A week ago, House Speaker Nancy Pelosi made clear she didn’t want Democrats to consider impeaching President Trump, even after the release of a damaging special-counsel report.

But this week, she and her Democratic colleagues sound as if they could be gearing up for an impeachment fight. Not of Trump, but of his attorney general.

“He lied to Congress,” Pelosi (D-Calif.) said of Attorney General William P. Barr on Thursday. “The attorney general of the United States of America was not telling the truth to the Congress of the United States. That’s a crime.”

Rep. Jerrold Nadler (D-N.Y.), chair of the House Judiciary Committee, which would undertake any impeachment proceedings, used equally strong language Thursday to talk about the Trump administration. He said that nothing less than the United States’ system of government is at stake, threatening to hold Barr in contempt of Congress for not showing up to his committee’s hearing Thursday and for missing a deadline to hand over the unredacted report, written by special counsel Robert S. Mueller III, on Russian election interference.

“He’s trying to render Congress inert as a separate and coequal branch of government,” Nadler warned. “If we don’t stand up together, today, we risk forever losing the power to stand up to any president in the future.”

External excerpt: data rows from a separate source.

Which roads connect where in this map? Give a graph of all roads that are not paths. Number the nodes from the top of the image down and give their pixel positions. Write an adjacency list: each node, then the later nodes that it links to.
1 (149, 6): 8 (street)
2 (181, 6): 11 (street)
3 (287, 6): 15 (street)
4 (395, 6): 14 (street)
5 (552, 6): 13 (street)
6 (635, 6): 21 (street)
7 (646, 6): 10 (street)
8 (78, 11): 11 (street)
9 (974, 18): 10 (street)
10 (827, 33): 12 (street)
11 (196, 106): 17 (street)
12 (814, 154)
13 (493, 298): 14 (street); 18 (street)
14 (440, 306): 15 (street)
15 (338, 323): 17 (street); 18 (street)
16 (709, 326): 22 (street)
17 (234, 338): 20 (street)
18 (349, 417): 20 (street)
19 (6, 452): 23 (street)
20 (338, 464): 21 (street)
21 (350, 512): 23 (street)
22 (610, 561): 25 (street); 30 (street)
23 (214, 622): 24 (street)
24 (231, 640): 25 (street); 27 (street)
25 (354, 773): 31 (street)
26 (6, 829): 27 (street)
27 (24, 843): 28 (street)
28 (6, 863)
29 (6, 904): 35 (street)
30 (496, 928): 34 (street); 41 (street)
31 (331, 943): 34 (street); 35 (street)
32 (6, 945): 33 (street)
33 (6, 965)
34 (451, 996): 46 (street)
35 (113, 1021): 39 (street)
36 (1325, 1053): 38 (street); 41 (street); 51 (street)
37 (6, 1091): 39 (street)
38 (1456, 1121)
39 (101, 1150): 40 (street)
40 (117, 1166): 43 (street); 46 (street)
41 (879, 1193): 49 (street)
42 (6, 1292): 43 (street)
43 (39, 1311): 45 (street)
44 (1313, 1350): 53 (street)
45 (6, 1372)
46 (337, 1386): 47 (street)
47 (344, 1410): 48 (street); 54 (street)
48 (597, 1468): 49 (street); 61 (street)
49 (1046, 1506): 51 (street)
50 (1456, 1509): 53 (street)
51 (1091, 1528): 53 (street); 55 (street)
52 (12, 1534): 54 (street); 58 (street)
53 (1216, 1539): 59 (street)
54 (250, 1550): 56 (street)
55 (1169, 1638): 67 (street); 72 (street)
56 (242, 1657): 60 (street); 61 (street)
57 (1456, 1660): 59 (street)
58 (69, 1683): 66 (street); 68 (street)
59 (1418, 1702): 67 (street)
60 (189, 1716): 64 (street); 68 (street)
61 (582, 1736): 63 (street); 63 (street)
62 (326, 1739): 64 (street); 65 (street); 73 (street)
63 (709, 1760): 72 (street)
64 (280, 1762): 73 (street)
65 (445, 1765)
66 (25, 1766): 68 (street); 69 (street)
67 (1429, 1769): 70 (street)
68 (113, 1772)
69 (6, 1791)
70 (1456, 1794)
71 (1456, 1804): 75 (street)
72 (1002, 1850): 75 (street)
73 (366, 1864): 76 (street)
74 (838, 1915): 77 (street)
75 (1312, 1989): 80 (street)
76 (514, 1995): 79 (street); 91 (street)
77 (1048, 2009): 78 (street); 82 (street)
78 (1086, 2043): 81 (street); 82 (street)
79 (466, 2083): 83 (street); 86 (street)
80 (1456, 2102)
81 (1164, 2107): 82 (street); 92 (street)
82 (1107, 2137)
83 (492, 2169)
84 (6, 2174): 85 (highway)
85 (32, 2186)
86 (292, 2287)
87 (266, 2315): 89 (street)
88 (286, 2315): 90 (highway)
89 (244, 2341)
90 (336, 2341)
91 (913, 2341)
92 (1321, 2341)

Two of the most powerful Democrats in the House just accused the nation’s top law enforcement officer of a crime and warned that the Trump administration’s stonewalling of Congress threatens democracy. The language they used conspicuously echoes the “high crimes and misdemeanors” bar for impeachment of an executive-branch official. And Pelosi is well aware that her words will electrify an already politically charged environment in which some Democrats want to impeach Trump, like, yesterday.

If Pelosi and Nadler were inclined to give Barr any leniency, he didn’t help his case at a hearing Wednesday in the Senate. A defiant Barr continued to mischaracterize or downplay key findings in the Mueller report that are damaging to Trump.

Pelosi’s accusation that Barr lied to Congress comes from his testimony in April that he wasn’t aware that Mueller’s team had concerns about his public summary of the Mueller report. But we now know Barr had at the time received a memo from Mueller in which Mueller said he thought Barr’s summary of the report “did not fully capture the context, nature, and substance” of his investigation. (Barr split hairs Wednesday in the Senate by telling lawmakers there’s a difference between knowing what Mueller’s team thought and what Mueller himself thought.)

After that hearing, a number of Senate Democrats and 2020 presidential candidates called on Barr to resign, including former vice president Joe Biden. That suggests, said constitutional expert Josh Chafetz, that the center of the party is very much open to impeaching somebody in the Trump administration.

Pelosi has made clear that she won’t support impeachment of Trump, at least for now. But by accusing Barr of a crime and threatening to hold him in contempt of Congress, she’s signaling a willingness to do something to someone close to Trump. Plus, Barr is a proxy for the president right now. For many congressional Democrats, he’s a symbol of Trump’s intransigence over working with Congress on anything.

Trump is suing, stonewalling and ordering his administration to fight subpoenas in an effort to block half a dozen congressional investigations of him. That’s not normal. And it’s got some Democratic lawmakers and analysts wondering whether Pelosi may be backing up into a corner on impeachment. She’s urged her caucus to continue investigating Trump without using the other “i” word, lest it turn off swing voters who helped Democrats win the House in 2018. But if Trump won’t let Congress investigate him, what other choice does Congress have but to consider impeachment of him and/or the president’s Cabinet members?

Pelosi may have acknowledged as much Thursday by opening the door just a little bit to impeachment talks.